------ Given information ------
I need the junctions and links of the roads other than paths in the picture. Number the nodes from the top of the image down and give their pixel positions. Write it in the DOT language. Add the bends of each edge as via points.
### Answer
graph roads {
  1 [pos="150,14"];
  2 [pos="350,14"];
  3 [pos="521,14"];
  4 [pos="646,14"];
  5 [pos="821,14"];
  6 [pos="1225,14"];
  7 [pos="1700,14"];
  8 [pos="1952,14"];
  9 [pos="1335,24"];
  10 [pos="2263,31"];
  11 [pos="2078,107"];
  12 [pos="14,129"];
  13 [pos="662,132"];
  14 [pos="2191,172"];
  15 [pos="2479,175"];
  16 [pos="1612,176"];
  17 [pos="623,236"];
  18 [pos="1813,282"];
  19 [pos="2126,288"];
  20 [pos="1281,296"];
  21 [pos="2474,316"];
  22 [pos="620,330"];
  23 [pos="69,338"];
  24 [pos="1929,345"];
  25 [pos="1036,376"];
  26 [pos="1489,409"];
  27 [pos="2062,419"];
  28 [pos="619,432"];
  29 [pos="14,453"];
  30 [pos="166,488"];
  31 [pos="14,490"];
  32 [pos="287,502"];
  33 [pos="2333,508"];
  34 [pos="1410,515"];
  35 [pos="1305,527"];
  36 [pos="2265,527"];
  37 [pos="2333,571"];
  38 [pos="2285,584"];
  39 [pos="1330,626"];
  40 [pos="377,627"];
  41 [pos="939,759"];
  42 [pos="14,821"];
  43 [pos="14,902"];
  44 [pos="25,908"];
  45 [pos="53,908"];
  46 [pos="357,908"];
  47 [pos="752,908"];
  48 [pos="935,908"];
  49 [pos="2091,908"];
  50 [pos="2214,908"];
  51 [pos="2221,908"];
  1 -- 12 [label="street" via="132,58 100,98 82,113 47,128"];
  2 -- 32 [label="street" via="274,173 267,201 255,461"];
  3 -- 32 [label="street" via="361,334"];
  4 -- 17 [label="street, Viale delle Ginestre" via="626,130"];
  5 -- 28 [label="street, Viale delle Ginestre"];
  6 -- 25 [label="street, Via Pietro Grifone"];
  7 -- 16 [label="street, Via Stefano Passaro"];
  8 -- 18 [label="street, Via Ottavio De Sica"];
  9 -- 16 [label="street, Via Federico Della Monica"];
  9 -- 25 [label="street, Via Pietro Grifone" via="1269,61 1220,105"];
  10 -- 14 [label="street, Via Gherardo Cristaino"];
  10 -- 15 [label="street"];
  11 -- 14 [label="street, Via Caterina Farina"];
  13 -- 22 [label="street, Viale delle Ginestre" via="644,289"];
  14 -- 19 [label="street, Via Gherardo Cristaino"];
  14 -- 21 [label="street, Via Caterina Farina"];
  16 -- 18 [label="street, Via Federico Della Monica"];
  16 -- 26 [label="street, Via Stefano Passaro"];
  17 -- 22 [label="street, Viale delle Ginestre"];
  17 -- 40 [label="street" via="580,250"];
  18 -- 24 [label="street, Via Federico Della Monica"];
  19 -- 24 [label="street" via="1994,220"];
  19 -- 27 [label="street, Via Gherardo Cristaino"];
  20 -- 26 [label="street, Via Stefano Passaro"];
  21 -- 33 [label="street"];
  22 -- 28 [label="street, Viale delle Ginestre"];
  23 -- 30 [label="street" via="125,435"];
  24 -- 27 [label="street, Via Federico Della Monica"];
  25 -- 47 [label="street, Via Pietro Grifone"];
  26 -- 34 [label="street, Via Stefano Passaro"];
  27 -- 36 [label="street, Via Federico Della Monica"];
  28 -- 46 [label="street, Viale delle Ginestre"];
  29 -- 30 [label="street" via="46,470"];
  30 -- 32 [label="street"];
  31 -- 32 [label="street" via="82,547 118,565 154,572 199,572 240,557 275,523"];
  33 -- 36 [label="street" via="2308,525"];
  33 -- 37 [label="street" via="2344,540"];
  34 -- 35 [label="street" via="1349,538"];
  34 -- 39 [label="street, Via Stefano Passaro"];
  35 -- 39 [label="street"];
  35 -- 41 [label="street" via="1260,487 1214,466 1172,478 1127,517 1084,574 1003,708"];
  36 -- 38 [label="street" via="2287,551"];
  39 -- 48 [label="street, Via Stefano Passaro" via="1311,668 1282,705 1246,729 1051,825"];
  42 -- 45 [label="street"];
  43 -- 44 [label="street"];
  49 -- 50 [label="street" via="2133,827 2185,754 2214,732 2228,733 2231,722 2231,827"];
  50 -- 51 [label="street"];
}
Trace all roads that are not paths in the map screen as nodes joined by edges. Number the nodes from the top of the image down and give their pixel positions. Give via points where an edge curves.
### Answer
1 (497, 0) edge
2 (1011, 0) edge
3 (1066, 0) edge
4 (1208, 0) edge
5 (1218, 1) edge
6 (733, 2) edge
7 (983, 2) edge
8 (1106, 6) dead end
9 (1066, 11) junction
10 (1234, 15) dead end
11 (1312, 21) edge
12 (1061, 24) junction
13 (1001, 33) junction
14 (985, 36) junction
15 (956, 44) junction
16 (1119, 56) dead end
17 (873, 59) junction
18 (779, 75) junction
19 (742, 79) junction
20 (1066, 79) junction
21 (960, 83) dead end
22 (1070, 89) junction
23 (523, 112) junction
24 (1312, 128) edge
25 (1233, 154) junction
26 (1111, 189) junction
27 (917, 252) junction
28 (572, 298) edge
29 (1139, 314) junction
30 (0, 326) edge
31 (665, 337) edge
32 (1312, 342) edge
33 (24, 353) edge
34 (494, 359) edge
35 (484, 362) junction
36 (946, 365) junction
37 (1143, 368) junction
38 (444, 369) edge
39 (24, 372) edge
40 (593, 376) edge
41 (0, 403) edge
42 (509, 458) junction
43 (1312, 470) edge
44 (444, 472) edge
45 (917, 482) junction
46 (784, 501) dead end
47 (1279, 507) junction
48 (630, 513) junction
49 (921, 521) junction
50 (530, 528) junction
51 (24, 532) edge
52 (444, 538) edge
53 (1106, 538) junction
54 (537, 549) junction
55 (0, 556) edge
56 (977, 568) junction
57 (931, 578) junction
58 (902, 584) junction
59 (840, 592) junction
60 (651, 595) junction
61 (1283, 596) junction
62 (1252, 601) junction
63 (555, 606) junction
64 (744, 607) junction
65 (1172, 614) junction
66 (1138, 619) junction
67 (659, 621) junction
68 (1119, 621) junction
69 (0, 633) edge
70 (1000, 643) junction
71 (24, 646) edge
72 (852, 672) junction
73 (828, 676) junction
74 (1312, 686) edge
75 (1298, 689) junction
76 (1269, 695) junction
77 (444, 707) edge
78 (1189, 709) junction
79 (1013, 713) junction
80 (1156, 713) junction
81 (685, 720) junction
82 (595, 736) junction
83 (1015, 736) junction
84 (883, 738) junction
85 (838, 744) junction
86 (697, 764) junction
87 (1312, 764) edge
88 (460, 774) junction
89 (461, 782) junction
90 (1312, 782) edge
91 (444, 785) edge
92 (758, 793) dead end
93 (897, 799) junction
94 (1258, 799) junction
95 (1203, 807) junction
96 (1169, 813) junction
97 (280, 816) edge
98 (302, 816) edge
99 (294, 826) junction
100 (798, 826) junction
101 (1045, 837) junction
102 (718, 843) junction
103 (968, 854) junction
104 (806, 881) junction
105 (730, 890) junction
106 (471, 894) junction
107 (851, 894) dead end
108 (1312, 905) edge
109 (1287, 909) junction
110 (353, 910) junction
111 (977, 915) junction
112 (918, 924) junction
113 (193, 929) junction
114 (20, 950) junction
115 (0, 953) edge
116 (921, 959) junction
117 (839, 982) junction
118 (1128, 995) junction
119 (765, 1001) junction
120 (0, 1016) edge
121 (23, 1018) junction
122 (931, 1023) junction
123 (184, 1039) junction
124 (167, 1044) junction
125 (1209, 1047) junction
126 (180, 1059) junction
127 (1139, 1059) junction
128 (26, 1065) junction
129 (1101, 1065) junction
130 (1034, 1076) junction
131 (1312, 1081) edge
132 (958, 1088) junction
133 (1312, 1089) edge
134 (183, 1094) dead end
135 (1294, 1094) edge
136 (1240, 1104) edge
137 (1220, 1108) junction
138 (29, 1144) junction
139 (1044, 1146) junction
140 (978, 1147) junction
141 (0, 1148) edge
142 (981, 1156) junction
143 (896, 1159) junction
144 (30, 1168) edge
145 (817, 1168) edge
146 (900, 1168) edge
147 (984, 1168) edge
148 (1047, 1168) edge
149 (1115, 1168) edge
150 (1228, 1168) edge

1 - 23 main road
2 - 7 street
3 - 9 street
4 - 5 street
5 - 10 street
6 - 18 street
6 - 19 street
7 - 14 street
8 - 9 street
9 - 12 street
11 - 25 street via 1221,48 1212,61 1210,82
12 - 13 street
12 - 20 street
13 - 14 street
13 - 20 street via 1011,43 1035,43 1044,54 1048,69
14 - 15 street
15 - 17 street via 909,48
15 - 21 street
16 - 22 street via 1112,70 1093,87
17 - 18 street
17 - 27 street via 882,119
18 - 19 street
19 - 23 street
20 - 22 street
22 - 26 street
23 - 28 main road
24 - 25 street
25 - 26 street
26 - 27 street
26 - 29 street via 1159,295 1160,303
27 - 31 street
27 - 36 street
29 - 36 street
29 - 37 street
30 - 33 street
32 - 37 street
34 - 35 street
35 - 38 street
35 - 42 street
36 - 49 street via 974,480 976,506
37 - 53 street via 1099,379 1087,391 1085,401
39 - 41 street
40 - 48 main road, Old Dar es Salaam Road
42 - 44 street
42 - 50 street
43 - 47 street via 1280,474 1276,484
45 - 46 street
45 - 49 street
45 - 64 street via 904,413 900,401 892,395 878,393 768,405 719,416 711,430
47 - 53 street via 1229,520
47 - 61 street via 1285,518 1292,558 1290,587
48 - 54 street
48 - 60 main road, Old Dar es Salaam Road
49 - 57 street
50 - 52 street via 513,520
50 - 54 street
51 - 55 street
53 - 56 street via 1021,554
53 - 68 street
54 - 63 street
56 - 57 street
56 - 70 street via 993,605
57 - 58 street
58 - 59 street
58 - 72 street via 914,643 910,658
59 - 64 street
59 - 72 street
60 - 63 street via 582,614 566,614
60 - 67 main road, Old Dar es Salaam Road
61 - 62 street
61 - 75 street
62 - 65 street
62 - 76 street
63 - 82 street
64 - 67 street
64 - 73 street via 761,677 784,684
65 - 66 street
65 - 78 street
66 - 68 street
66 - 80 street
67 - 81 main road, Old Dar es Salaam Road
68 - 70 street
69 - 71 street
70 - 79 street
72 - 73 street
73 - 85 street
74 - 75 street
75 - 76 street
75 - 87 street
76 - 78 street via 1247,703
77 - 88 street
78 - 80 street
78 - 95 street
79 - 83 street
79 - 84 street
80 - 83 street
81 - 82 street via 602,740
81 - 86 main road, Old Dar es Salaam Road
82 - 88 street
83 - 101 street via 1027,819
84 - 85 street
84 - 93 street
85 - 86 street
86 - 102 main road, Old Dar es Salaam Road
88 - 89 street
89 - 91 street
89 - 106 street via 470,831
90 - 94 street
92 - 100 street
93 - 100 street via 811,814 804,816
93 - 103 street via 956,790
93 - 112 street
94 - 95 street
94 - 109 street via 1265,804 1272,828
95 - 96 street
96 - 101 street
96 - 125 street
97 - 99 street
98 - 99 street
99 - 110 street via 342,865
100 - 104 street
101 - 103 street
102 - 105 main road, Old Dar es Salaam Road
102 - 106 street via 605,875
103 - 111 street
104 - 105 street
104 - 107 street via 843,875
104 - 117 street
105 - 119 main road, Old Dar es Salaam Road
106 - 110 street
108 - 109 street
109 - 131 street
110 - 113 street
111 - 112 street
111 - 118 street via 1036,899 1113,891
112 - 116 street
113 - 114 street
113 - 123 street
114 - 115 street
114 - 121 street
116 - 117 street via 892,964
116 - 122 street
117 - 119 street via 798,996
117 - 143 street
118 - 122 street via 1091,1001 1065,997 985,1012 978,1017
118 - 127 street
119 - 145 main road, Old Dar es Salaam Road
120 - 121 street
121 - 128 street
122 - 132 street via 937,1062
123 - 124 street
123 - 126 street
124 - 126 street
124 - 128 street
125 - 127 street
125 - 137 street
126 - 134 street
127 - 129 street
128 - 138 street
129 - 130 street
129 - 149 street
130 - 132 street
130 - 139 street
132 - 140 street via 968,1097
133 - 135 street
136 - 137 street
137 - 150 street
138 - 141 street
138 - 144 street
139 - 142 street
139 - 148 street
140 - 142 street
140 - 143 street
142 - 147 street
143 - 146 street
------
## What you will do
Once you have counted every line above that contains the string "Ginestre", give that number and nothing more.

## Solution for this task
6